(Data):
'''

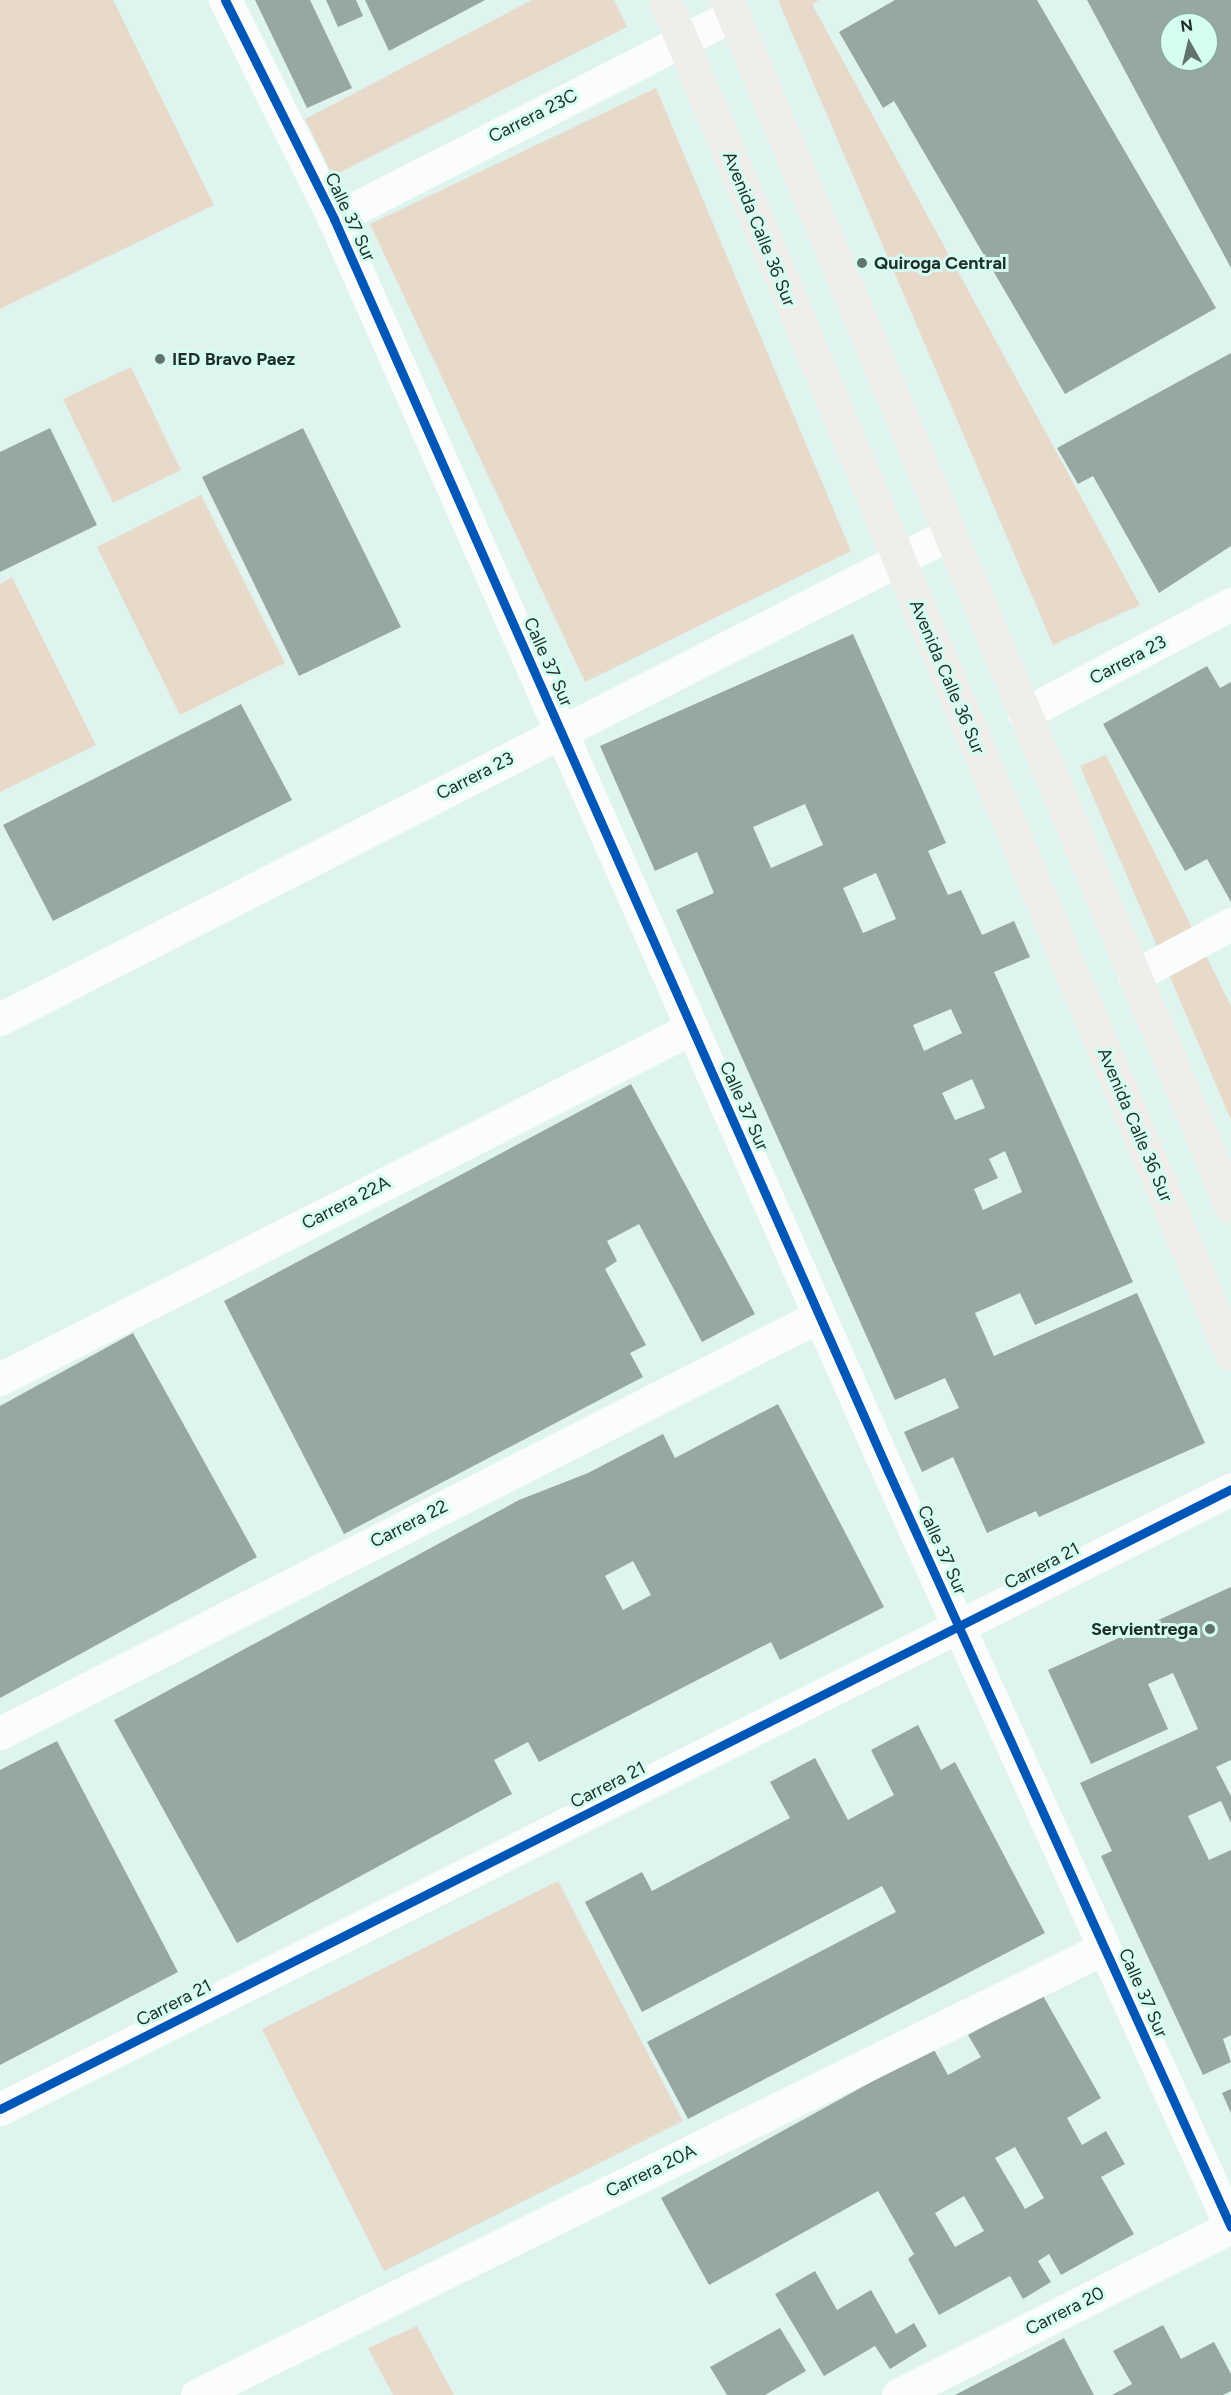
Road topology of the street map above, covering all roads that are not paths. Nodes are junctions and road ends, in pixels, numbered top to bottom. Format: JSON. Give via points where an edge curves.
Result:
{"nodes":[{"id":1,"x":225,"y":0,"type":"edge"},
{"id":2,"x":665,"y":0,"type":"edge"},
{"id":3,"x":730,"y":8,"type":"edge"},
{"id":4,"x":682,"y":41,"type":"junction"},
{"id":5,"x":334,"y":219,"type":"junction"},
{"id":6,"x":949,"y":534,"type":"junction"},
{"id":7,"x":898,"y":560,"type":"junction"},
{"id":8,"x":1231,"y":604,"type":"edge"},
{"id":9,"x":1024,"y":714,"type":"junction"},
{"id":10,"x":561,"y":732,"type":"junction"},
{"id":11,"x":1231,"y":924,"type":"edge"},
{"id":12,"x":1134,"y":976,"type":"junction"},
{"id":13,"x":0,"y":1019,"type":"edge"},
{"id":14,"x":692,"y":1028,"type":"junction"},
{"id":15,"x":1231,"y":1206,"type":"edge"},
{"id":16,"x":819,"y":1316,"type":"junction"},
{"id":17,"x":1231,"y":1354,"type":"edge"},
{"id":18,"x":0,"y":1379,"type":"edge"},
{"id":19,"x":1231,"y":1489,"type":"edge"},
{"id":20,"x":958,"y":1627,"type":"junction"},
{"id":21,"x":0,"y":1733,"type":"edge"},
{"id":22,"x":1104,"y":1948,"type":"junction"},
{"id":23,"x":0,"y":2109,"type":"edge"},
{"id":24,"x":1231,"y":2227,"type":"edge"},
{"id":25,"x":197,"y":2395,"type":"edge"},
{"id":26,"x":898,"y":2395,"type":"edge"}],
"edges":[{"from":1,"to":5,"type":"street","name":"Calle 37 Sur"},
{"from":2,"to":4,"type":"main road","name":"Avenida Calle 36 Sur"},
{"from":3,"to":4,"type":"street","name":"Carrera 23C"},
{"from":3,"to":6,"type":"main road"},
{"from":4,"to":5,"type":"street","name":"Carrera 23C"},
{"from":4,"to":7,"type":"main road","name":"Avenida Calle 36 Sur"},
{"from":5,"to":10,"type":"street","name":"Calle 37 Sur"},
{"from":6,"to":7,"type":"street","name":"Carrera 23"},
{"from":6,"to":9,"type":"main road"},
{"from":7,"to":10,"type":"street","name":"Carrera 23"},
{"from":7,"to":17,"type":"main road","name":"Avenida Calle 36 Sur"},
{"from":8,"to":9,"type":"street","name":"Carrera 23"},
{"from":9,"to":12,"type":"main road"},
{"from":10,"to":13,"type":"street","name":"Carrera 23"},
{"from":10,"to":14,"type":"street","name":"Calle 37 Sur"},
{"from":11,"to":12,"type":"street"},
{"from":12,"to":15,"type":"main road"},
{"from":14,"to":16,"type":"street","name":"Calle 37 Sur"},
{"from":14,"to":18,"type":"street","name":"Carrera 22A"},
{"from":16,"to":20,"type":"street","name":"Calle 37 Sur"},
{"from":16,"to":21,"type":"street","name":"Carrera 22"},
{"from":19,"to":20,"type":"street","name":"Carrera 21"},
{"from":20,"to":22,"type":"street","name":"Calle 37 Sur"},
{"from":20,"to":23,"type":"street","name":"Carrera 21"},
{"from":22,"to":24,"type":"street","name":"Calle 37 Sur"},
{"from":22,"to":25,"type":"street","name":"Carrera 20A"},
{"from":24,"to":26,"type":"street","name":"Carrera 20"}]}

'''
'''

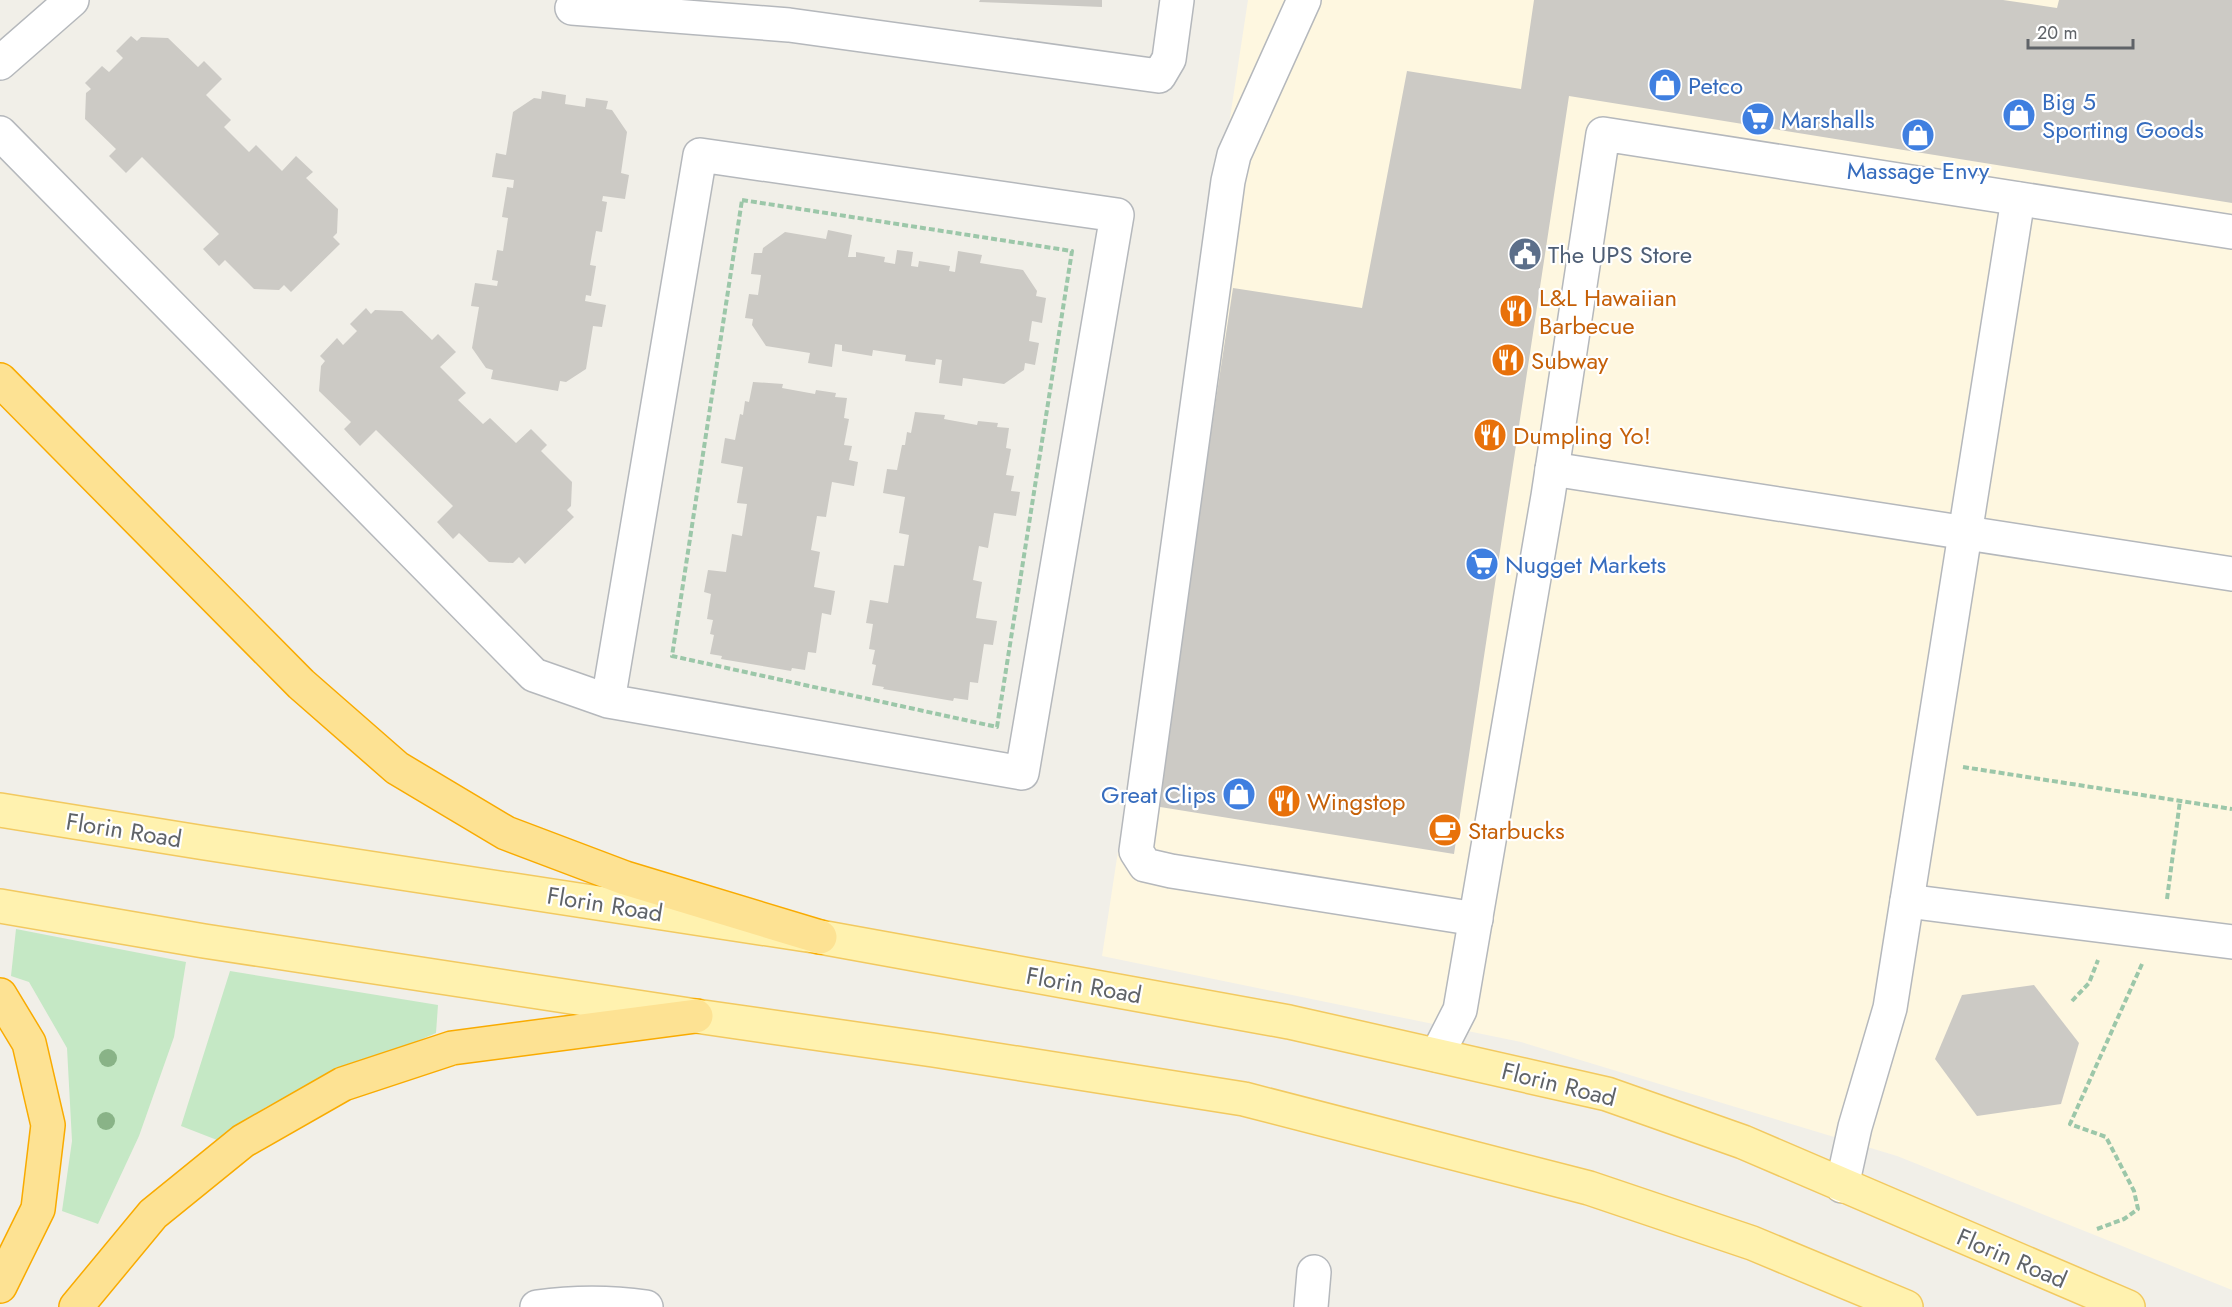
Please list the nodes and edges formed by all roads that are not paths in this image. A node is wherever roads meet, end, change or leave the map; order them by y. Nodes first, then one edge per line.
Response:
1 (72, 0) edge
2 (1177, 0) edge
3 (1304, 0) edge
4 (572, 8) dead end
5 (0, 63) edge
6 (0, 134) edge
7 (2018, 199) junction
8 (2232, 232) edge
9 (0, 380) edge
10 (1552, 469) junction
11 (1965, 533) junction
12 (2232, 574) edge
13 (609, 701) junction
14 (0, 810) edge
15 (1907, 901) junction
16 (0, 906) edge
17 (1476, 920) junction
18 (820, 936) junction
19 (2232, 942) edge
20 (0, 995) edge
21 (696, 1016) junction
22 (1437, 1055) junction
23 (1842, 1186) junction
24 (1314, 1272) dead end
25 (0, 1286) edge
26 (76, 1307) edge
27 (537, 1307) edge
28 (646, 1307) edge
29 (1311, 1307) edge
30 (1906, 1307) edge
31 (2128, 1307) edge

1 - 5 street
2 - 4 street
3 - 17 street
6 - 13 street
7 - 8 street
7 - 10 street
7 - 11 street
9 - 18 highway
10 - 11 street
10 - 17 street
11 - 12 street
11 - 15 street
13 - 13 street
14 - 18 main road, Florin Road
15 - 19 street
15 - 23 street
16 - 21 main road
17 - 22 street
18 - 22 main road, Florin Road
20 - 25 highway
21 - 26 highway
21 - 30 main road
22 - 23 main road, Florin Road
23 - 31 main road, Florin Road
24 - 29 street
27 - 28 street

'''

(What to work on): Looking at the material above, say how many of its lines hold the word "paths", giving only the number.

(Answer space): 2